Même son de cloche pour Olivier Rio, patron d’Alisa Dépollution à Lallaing. Joint par téléphone alors qu’il faisait “la tournée des chantiers pour les sécuriser et éviter vols et vandalisme”, il ne décolère pas. “Ce discours est incompréhensible. Neuf maîtres d’ouvrage sur dix nous ont mis dehors dès mardi. Je n’ai pas d’équipements de protection individuelle (EPI) qui proviennent de Chine, ni de procédures définies pour protéger mes salariés. Et on nous dit d’aller sur les chantiers ! Comment y envoyer des gars alors qu’ils ne peuvent plus se restaurer ? A plusieurs dans une camionnette ?”.

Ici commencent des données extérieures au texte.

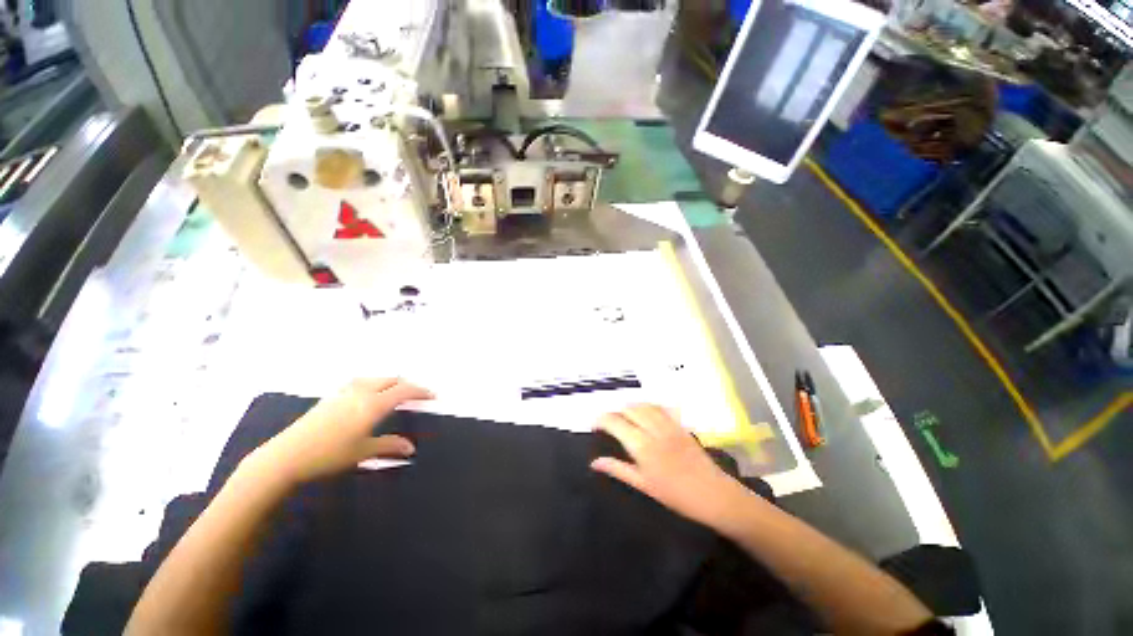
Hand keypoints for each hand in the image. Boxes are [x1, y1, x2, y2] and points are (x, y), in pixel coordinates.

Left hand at [246, 378, 432, 485]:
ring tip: (395, 391)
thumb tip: (411, 448)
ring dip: (389, 382)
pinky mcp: (331, 397)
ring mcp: (344, 392)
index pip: (404, 391)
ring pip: (375, 378)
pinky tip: (368, 393)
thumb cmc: (329, 456)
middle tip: (417, 395)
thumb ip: (389, 446)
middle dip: (407, 385)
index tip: (433, 396)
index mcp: (373, 404)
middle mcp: (361, 392)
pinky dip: (373, 383)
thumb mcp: (363, 452)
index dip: (421, 392)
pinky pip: (360, 382)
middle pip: (391, 380)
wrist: (286, 457)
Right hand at [591, 405, 751, 530]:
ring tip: (624, 416)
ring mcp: (668, 424)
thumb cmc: (675, 495)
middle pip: (628, 409)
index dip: (601, 419)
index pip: (615, 422)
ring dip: (630, 407)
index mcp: (642, 445)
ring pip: (644, 405)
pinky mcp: (679, 424)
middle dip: (615, 412)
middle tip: (608, 423)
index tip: (594, 425)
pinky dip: (648, 406)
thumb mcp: (643, 485)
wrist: (713, 494)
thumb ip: (618, 469)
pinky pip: (660, 407)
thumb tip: (595, 462)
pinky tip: (645, 413)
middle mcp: (653, 429)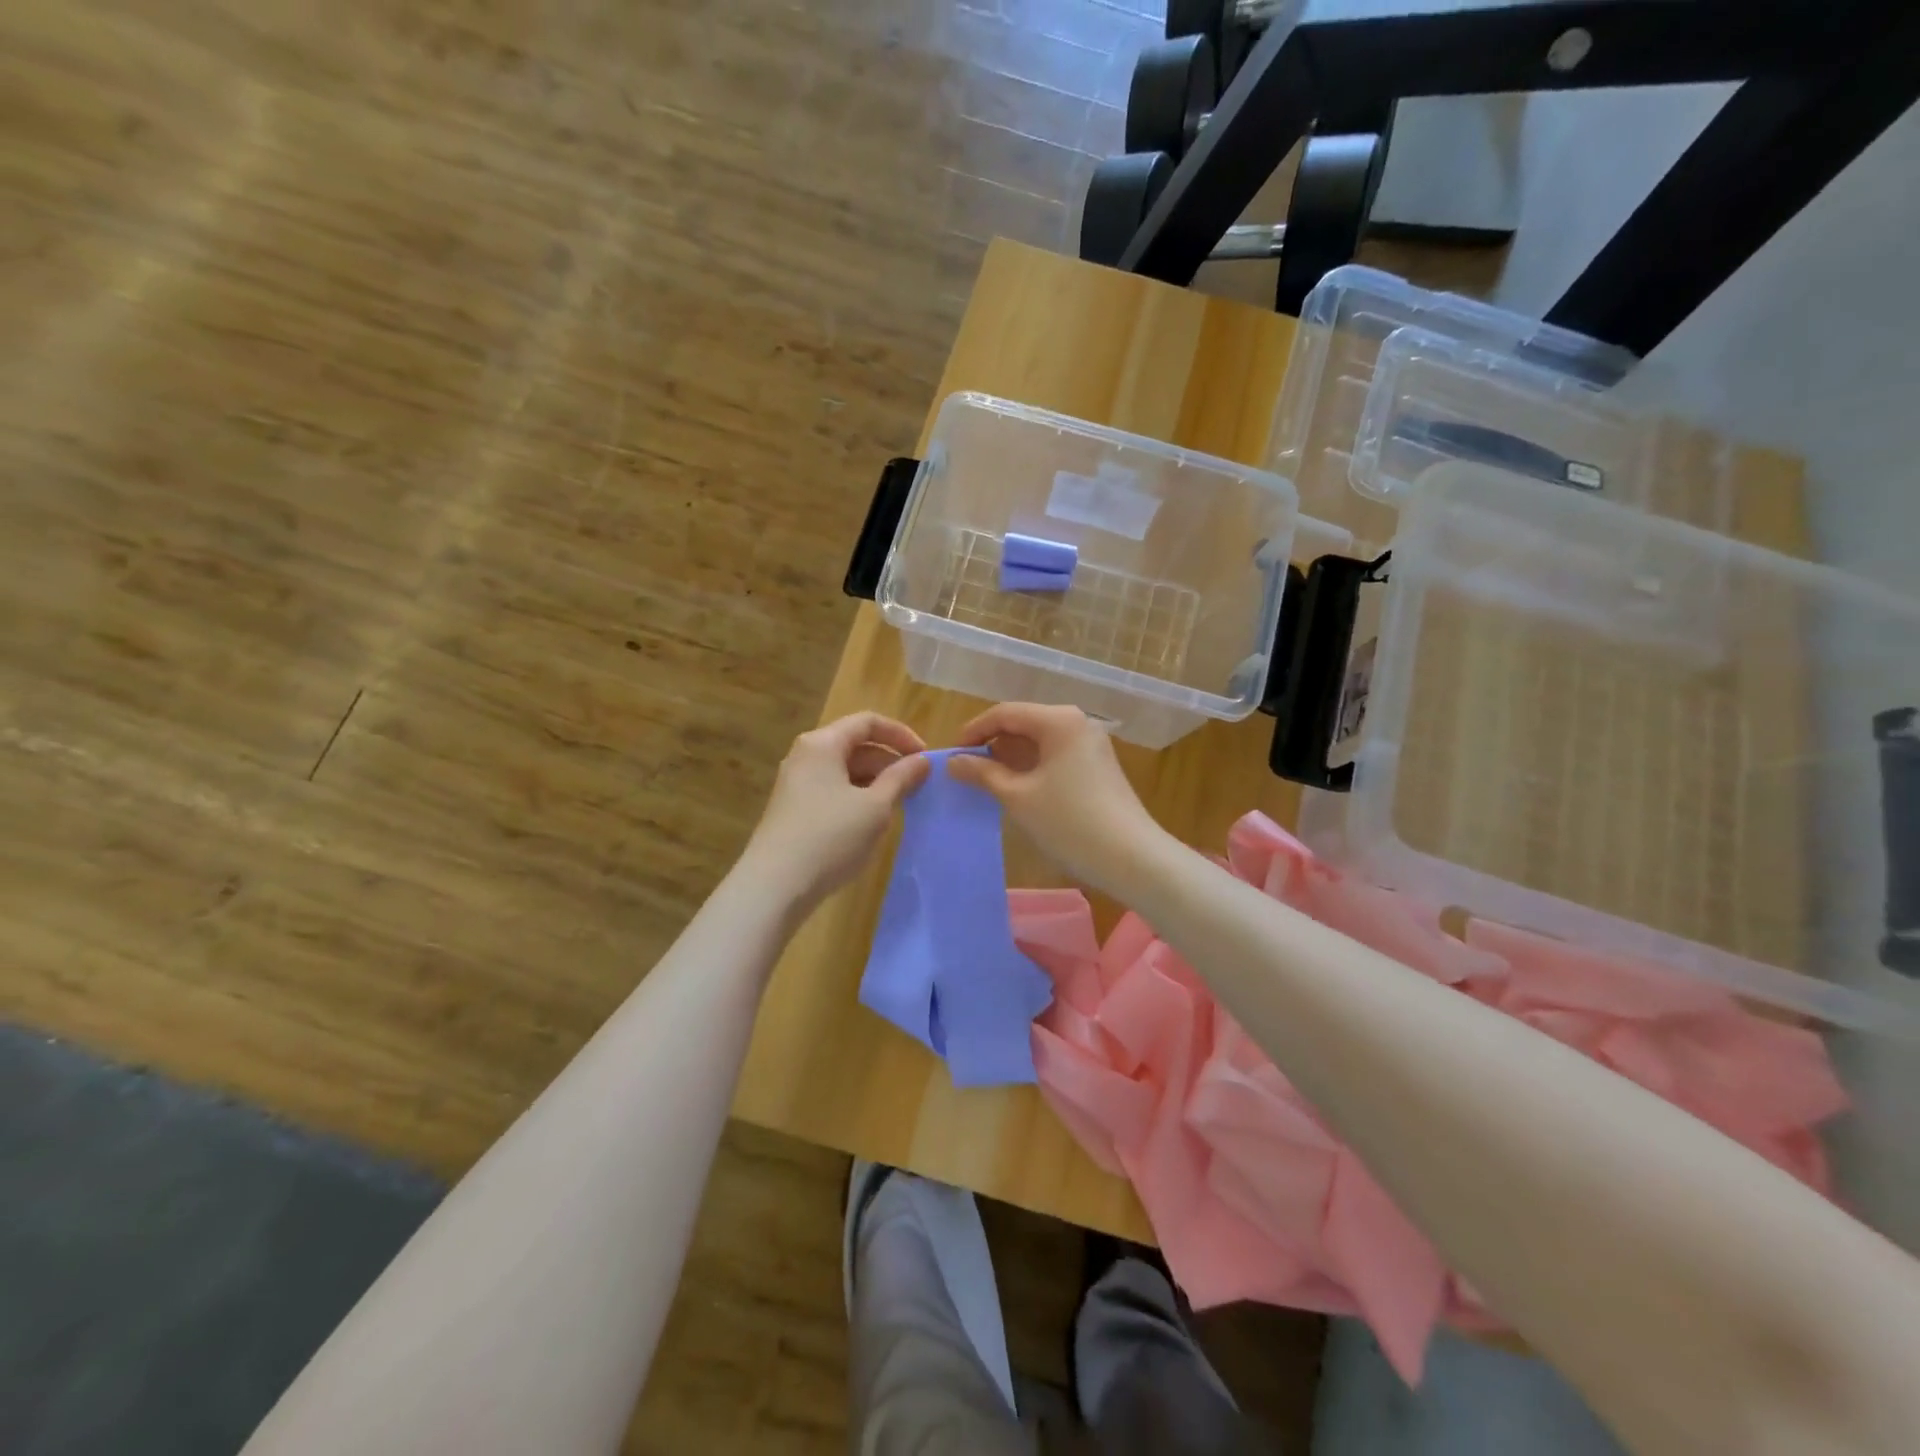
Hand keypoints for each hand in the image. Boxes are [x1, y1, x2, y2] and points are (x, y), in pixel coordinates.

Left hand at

Si une partie des 45 collaborateurs continue de gérer les affaires courantes administratives du mieux possible, d’autres sont en activité partielle ou gardent leurs enfants. Pourtant, l’ancien Président régional et toujours membre de l’OPPBTP s’interroge : “notre équipe est spécialisée dans la décontamination, pourquoi ne pas nous solliciter pour participer à l’effort national, pour nettoyer des couloirs d’hôpitaux par exemple ?”

Plus grave encore, Olivier Rio regrette “un discours irrespectueux et manquant de considération”. Le mal est fait.